AS MANHÃS DE DOMINGO (uma crônica não recomendada para românticos)

Hoje é domingo. Domingo é o dia mais diferente dos demais dias, que são os outros dias que fazem a semana. E semanas fazem os meses, e os meses fazem o ano, e os anos compõem as décadas que completam as nossas vidas.

Hoje é manhã, manhã de domingo. A manhã de domingo é a parte do dia mais diferente do dia mais diferente dos outros dias da semana.

Nos outros dias da semana, acorda-se ou para ir ao trabalho, ou para ir à escola, ou para ir ao cabeleireiro, ou para fazer a feira de orgânicos, ou para ir ao cartório pagar a nota promissória atrasada, ou para ir ao banco pegar empréstimo ou renegociar a dívida do cartão de crédito. .. Nos outros dias da semana sempre se acorda com algum compromisso, afazer ou atividade.

Porém, nas manhãs de domingo não. O acordar matinal no domingo é desigual, distinto, estranho e divergente, pois, ao se despertar vindo do sábado e trazendo dele suas ressacas, apenas se acorda para as manhãs dos domingos. E as manhãs dos domingos são preguiçosas, morosas, ocas e desocupadas. Nem os churrascos ou os almoços em família ainda começaram. Jogo, só mais tarde.

Então, por que se acorda nas manhãs dos domingos? Por que não pulamos essa coisa esquisita, insólita e quase bizarra que é a parte matutina do domingo? A resposta é tão clara e tão explícita que chega a ser invisível, afinal o óbvio é sempre aquilo que a gente não nota, não enxerga, não percebe e nem pensa.

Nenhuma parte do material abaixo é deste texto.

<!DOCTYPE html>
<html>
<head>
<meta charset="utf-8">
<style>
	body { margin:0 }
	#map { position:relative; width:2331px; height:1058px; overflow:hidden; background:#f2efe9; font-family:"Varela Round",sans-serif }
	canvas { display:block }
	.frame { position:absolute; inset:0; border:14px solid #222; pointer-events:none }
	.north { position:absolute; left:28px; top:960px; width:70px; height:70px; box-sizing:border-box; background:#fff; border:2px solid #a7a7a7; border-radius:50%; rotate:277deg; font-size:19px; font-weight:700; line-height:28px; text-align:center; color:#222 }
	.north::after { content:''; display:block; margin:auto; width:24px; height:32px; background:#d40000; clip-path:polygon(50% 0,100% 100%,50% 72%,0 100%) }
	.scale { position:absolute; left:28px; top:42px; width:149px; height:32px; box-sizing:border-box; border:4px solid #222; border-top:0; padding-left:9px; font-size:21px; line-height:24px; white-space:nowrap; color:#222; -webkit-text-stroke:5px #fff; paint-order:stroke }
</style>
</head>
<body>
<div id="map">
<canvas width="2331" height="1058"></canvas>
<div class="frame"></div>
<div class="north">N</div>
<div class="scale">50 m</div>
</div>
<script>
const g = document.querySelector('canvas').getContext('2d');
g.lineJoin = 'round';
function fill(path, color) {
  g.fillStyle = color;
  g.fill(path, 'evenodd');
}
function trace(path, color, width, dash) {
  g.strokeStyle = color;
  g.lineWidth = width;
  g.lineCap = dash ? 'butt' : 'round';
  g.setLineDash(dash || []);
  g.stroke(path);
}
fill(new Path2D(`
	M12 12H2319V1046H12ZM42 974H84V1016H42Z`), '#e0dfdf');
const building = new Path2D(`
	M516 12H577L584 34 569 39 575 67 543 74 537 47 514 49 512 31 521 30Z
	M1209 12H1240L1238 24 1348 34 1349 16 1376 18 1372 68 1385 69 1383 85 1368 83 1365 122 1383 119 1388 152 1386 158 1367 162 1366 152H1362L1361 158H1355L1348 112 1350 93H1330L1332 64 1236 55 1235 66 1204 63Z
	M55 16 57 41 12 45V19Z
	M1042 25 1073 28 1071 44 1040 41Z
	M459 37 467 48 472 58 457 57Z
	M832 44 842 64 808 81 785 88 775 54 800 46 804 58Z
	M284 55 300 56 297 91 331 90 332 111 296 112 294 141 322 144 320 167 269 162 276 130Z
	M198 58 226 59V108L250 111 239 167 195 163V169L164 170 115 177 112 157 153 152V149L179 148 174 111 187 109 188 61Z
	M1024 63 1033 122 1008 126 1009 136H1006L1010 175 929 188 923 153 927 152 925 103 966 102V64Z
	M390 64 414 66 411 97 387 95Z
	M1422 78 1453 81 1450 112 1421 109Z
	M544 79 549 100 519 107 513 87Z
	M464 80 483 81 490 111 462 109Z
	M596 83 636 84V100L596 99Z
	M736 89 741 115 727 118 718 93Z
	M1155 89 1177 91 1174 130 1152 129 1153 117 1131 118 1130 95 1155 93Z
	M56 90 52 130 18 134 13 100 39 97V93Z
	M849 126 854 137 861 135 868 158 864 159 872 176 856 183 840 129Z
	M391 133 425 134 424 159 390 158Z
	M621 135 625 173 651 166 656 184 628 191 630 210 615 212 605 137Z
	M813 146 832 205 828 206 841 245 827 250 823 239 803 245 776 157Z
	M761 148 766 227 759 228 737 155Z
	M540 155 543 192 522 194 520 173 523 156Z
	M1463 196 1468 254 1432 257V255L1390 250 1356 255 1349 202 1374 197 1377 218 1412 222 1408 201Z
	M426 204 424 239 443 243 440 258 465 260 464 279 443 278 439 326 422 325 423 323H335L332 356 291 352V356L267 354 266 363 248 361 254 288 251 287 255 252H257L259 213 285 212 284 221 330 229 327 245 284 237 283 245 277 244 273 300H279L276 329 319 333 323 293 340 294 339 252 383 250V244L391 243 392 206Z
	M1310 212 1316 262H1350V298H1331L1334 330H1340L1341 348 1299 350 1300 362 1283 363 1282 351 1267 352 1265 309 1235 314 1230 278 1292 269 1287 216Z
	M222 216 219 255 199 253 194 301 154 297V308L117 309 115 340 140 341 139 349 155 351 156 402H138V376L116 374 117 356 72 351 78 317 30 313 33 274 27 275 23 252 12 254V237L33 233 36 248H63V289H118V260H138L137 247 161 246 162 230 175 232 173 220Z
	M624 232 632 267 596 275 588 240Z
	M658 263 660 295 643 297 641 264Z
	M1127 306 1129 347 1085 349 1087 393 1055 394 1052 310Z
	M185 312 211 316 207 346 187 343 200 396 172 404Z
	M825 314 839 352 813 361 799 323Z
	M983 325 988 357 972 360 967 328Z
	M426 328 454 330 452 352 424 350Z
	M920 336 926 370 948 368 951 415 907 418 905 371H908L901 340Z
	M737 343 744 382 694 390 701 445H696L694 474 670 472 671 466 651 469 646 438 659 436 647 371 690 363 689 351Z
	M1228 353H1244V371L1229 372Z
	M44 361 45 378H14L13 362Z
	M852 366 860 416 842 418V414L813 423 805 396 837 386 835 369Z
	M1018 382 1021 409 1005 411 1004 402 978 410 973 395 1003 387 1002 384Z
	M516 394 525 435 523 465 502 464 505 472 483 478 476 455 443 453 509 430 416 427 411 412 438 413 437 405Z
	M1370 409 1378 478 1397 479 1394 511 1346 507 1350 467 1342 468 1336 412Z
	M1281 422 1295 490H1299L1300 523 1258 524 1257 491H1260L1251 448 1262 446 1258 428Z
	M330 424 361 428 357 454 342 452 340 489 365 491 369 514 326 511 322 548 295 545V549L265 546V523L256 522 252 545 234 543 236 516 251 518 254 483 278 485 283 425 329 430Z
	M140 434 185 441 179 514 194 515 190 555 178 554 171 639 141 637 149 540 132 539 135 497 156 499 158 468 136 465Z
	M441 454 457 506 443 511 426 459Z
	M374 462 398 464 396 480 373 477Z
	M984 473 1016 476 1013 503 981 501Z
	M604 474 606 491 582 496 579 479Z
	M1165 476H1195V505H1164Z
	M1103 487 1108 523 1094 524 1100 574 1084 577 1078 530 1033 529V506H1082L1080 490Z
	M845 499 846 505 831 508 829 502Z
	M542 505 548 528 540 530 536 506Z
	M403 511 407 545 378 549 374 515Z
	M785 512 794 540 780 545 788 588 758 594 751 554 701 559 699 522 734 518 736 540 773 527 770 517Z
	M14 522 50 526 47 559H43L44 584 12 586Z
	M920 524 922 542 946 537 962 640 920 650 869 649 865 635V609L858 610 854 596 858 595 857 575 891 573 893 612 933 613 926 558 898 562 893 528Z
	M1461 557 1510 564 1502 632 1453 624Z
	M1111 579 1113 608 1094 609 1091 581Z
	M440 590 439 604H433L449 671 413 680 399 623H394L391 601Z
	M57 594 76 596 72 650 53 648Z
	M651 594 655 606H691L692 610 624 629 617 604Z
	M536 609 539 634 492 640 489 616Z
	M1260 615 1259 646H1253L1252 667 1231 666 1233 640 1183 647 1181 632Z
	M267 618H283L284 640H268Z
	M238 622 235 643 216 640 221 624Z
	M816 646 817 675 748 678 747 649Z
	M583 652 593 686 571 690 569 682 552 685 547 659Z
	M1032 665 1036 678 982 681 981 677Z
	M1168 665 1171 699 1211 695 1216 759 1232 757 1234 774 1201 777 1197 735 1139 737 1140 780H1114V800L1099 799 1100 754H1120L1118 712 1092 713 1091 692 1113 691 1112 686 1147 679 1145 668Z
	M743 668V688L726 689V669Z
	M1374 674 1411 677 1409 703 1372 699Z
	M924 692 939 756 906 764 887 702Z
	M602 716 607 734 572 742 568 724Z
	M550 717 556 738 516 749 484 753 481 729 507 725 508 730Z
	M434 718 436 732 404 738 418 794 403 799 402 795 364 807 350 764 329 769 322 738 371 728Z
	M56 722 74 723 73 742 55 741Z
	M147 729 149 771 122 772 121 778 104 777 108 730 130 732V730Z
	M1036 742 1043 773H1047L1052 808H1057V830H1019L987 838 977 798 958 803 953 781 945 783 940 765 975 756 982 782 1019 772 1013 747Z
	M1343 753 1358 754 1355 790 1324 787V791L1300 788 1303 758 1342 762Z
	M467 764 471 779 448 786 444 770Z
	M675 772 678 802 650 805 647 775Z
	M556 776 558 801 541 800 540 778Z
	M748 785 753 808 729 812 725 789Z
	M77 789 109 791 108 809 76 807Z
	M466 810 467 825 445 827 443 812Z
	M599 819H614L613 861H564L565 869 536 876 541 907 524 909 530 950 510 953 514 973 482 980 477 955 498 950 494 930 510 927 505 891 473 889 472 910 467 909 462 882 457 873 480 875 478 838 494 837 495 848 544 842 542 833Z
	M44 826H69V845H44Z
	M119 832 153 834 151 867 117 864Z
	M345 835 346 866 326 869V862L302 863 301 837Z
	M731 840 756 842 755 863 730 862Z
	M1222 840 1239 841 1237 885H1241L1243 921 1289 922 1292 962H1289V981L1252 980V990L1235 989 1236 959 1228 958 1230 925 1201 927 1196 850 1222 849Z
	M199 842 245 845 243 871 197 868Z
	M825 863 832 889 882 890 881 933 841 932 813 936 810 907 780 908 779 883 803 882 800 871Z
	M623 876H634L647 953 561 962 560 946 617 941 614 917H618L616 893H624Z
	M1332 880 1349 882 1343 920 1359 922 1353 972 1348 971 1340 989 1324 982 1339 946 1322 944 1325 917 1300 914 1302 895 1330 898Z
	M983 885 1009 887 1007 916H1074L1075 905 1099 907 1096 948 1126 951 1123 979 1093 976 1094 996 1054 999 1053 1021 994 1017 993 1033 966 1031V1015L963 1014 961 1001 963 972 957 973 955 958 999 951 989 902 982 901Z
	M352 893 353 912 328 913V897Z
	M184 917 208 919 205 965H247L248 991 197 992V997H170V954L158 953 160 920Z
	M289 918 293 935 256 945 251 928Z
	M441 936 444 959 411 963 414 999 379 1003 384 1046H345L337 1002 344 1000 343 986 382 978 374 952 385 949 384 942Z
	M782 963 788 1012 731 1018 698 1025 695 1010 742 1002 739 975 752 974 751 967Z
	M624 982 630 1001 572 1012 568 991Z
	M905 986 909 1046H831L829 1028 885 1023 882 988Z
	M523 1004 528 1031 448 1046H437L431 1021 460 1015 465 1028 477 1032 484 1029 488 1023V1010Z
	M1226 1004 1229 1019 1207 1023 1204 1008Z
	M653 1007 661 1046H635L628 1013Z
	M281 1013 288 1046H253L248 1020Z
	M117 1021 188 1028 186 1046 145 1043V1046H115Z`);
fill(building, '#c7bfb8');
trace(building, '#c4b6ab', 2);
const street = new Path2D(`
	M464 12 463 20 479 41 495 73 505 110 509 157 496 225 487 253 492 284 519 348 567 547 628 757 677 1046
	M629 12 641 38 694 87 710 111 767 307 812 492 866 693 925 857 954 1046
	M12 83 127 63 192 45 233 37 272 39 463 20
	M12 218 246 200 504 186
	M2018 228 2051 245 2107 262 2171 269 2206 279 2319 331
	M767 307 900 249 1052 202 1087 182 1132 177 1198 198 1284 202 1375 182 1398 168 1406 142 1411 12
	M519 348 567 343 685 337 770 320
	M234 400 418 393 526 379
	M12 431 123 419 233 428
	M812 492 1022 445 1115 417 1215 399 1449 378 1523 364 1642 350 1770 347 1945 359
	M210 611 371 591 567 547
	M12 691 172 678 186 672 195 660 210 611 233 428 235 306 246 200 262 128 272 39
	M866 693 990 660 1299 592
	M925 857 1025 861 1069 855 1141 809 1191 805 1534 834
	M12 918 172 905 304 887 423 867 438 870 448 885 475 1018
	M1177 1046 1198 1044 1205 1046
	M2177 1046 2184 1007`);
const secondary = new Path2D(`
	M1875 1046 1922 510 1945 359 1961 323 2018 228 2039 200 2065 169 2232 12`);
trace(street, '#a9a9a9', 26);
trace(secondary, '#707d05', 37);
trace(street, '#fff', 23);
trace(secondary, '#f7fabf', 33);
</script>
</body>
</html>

Diz um certo ditado de origem anglo-saxã que “se os peixes pudessem pensar a última coisa que pensariam era a água”.

Se Saint-Exupéry está certo ao afirmar que “o essencial é invisível aos olhos”, por conseguinte o óbvio é aquilo que nos é basilar, primordial, substancial e medular. O óbvio é tão imanente e tão intrínseco, tão entranhado, arraigado e íntimo, que não estamos nem-nem para ele. Por acaso, querido eventual leitor(a), você já se pegou passando o dia auto-observando o oxigênio que você está respirando, tirando as exceções de você estar com algum problema respiratório, estar meditando ou estar se afogando, por exemplo?

Nós acordamos nas manhãs dos domingos para experimentar o nada. Isso mesmo, o nada, pois, no fim de contas, as manhãs de domingo são impregnadas de nadas. Todavia, acaso retirarmos as inúmeras e incontáveis atividades embutidas na rotina dos demais dias da semana, o que teremos? Nada. A vida é um imenso nada que preenchemos de coisas para não sentirmos o nada.

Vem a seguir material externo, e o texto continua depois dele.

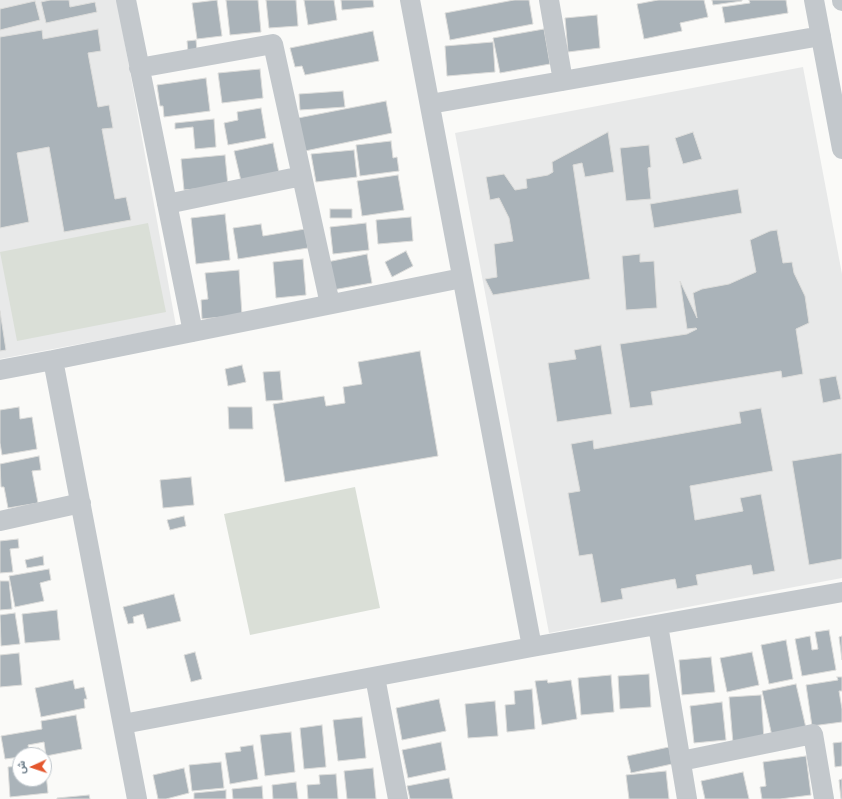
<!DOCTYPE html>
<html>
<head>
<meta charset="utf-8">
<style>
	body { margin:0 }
	#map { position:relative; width:842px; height:799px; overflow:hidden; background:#fafaf8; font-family:Manrope,Vazirmatn,sans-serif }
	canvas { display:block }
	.north { position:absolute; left:12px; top:747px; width:40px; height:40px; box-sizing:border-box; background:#fff; border:1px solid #c1c8cd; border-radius:50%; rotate:267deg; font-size:11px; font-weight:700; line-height:16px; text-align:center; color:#657683 }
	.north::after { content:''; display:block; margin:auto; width:14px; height:18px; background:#e4572e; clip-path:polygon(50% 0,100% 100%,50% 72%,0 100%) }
</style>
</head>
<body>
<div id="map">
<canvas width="842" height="799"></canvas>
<div class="north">ش</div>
</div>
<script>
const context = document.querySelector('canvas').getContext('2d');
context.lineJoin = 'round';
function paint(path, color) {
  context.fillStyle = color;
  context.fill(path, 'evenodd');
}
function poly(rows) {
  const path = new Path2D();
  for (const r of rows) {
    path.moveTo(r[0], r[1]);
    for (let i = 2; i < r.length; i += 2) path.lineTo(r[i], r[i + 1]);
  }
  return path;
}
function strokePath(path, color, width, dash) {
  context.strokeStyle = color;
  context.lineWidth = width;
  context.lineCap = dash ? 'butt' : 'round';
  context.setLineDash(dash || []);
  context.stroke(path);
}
paint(poly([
	[0,0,117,0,176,326,0,359],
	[803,67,842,274,842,578,549,633,455,133]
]), '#e8e9e9');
paint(poly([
	[148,223,166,312,17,341,0,252],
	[355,487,380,608,250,635,224,514]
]), '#dadfd7');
const building = poly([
	[50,0,69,0,70,7,95,2,97,12,46,23,41,2,50,0],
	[217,0,222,36,197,39,192,3,217,0],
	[226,0,258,0,261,32,230,35,226,0],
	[266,0,296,0,298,26,269,28,266,0],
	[304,0,334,0,337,20,308,25,304,0],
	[341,0,373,0,374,7,342,10,341,0],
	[514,0,529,0,533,24,450,40,445,13,514,0],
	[658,0,704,0,708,17,680,23,682,31,644,39,637,4,658,0],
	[712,0,742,0,742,1,713,5,712,0],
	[749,0,786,0,788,13,725,23,722,7,750,3,749,0],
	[35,1,40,20,0,30,0,9,35,1],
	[597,15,600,48,568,52,565,18,597,15],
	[98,29,101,51,88,53,98,107,109,105,113,128,102,129,115,199,126,197,131,220,64,232,49,147,17,153,29,222,0,228,0,37,42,30,43,39,98,29],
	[544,29,550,64,500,73,493,38,544,29],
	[373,31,379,61,305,75,302,66,295,67,290,48,373,31],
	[196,40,197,51,188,52,187,41,196,40],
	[493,42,495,72,447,76,445,46,493,42],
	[260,69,263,98,222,103,218,73,260,69],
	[206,78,210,111,164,117,163,106,160,106,157,85,206,78],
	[343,91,345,107,300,110,299,94,343,91],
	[386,101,392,133,305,151,298,118,386,101],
	[261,108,266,138,228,145,224,123,238,120,237,112,261,108],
	[214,119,216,147,195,149,193,127,175,129,175,123,214,119],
	[608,132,614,172,585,177,582,163,573,165,590,279,493,295,485,279,497,277,494,244,513,241,509,218,499,198,490,200,486,177,504,174,515,190,527,188,526,179,548,175,553,172,552,162,608,132],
	[693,132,702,159,683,164,675,138,693,132],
	[391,141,393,158,397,157,399,171,360,176,356,145,391,141],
	[273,143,279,173,241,181,234,151,273,143],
	[649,145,651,167,648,168,651,199,626,201,620,148,649,145],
	[354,150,357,177,316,182,311,154,354,150],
	[225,155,228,186,184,190,181,159,225,155],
	[398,175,404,210,362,216,357,181,398,175],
	[738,189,742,213,654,228,650,204,738,189],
	[330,209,352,209,352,218,330,218,330,209],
	[225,214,230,260,196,264,191,218,225,214],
	[411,217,413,241,378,244,376,220,411,217],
	[366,223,369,250,333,254,330,227,366,223],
	[261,224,263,236,305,229,308,248,238,259,233,228,261,224],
	[777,230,783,263,792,262,794,273,805,296,809,323,796,329,803,374,782,378,781,371,651,392,653,405,630,408,620,344,687,334,697,329,696,328,687,329,680,281,697,318,693,293,702,289,729,284,756,272,750,240,770,231,777,230],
	[406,251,413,266,392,277,385,262,406,251],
	[367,254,372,283,327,291,322,263,367,254],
	[640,254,640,262,654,261,657,308,626,310,622,256,640,254],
	[303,259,306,295,276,298,273,262,303,259],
	[239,270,242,315,202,319,201,300,208,299,205,273,239,270],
	[0,311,6,350,0,351,0,311],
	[601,345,612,414,557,422,548,363,576,359,574,350,601,345],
	[420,351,438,456,285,482,273,404,324,396,326,406,345,403,343,387,362,384,358,362,420,351],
	[242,365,246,382,228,386,225,369,242,365],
	[280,371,283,400,266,401,263,372,280,371],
	[836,376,841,399,823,403,819,379,836,376],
	[19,407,20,419,32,417,37,449,2,455,0,443,0,410,19,407],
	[228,407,252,407,253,429,229,429,228,407],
	[761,408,773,471,690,486,695,520,743,511,740,498,761,494,775,571,753,575,751,565,696,575,698,585,677,589,675,579,621,589,623,599,601,603,592,554,579,556,568,493,580,491,571,444,593,440,594,449,741,423,739,412,761,408],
	[842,453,842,559,809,565,792,461,842,453],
	[39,456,41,470,32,471,38,503,8,508,4,487,1,487,0,464,39,456],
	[191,477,194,505,163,508,160,480,191,477],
	[184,516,186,526,170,530,167,520,184,516],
	[18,539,19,548,10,549,13,572,0,573,0,541,18,539],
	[43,556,44,565,27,568,25,560,43,556],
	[49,569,51,580,40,583,44,601,15,607,9,576,49,569],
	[0,581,9,581,12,609,0,610,0,581],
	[174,594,181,621,147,629,143,614,133,617,134,623,128,624,123,607,174,594],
	[57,610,60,640,25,643,22,614,57,610],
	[15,613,20,644,1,646,0,615,15,613],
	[829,630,836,670,802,676,795,639,810,636,812,650,818,649,815,632,829,630],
	[842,636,842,660,839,637,842,636],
	[786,640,793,679,769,684,761,645,786,640],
	[195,652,202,679,191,682,184,655,195,652],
	[752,652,759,685,727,692,720,658,752,652],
	[19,653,22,685,0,687,0,655,19,653],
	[711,657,715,692,682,695,679,660,711,657],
	[649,674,651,707,620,709,618,676,649,674],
	[611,675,614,712,581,715,578,678,611,675],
	[837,677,842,677,842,691,839,691,842,709,842,722,812,726,806,685,838,680,837,677],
	[73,680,75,689,84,687,87,699,84,699,85,708,41,717,35,688,73,680],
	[547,680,548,683,571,680,577,719,542,725,535,681,547,680],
	[796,684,806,728,772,736,762,691,796,684],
	[532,689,535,729,507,732,505,705,515,704,514,691,532,689],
	[761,695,764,740,733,743,729,697,761,695],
	[439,699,446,731,402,740,396,708,439,699],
	[495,701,498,736,468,738,465,704,495,701],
	[722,702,726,740,694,743,690,706,722,702],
	[76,715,82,749,46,756,44,742,28,745,29,750,39,748,40,753,20,755,20,757,5,759,1,736,42,729,41,721,76,715],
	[362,717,366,758,338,761,333,720,362,717],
	[322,725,326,767,304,769,300,728,322,725],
	[291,732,295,772,265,776,260,735,291,732],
	[441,742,446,770,408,778,402,750,441,742],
	[842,742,842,766,835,767,833,743,842,742],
	[253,745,258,779,230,784,225,753,241,751,240,747,253,745],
	[669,747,672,764,631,773,627,756,669,747],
	[806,756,811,795,780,799,762,799,760,787,766,786,763,762,806,756],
	[221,762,224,788,192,791,189,765,221,762],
	[44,764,45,764,48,793,10,797,8,767,20,766,20,779,44,779,44,764],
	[184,768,189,793,166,799,158,799,153,775,184,768],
	[373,768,376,799,347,799,344,771,373,768],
	[666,771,669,799,629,799,626,775,666,771],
	[743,772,749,799,705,799,701,781,743,772],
	[336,774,338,799,308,799,307,785,320,784,319,775,336,774],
	[449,778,453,799,410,799,407,786,449,778],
	[842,779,842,799,841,799,839,780,842,779],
	[296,782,298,799,273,799,272,785,296,782],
	[262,786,263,799,233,799,232,789,262,786],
	[226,790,226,799,194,799,194,793,226,790],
	[89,795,90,799,57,799,57,798,89,795]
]);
paint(building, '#aab3b9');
strokePath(building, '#dcdcda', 1);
strokePath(poly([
	[126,0,193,332],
	[410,0,532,647],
	[549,0,563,81],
	[814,0,842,149],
	[842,0,842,1],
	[139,68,273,44,330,304],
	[430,104,821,36],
	[167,204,302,176],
	[53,360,137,799],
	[0,370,53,360,462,278],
	[0,521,81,503],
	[658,625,687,799],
	[375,677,398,799],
	[123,724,532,647,842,592],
	[681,761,813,734,824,799]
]), '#c3c8cc', 20);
</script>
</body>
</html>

William Shakespeare, na peça Macbeth, revelou que “a vida é uma história contada por um idiota, cheia de som e fúria, sem sentido algum”. Ok, mas isso é a Vida, caro fortuito leitor(a), não a minha, a sua ou a dele. A vida individual e pessoal necessita ter sentido, por isso vamos dando algum sentido às nossas vidas que estão sendo vividas dentro de um diminuto espaço de tempo de um espaço enormemente maior que é a Vida.

Sim, a gente acorda, toma banho, escova os dentes, come, sai pro corre-corre do dia-dia mundano, depois almoça, volta pro corre-corre do dia-a-dia mundano, para em seguida fazer happy hours ou uma fezinha na loteca, enquanto outros vão pro culto, para as academias, bater uma pelada ou jogar o beach tennis da moda, vão estudar inglês, postar seus cachorros e seus gatinhos no Instagram, dar likes, joinhas e outras bobagens do escapismo digital, assistir o capítulo da novela, maratonar alguma série na Netflix, fornicar de vez em quando, etc, etc, etc... e depois a gente volta a dormir esperando acordar no dia seguinte. E assim, passamos pelo nada da Vida sem nem notar.

Mas aí vem as manhãs de domingo, e o nada revela sua face. Ah, o que seria do nada sem as manhãs dos domingos? Sem as manhãs de domingo o nada seria nada. Graças as manhãs dos domingos o nada se torna protagonista. Por um breve tempo, é verdade, pois logo, logo, com a maior urgência, vai começar o churrasco, a missa, o almoço em família, o jogo na TV, o cineminha da tarde... e O Fantástico, ou Domingo Espetacular se você for de assistir a Record.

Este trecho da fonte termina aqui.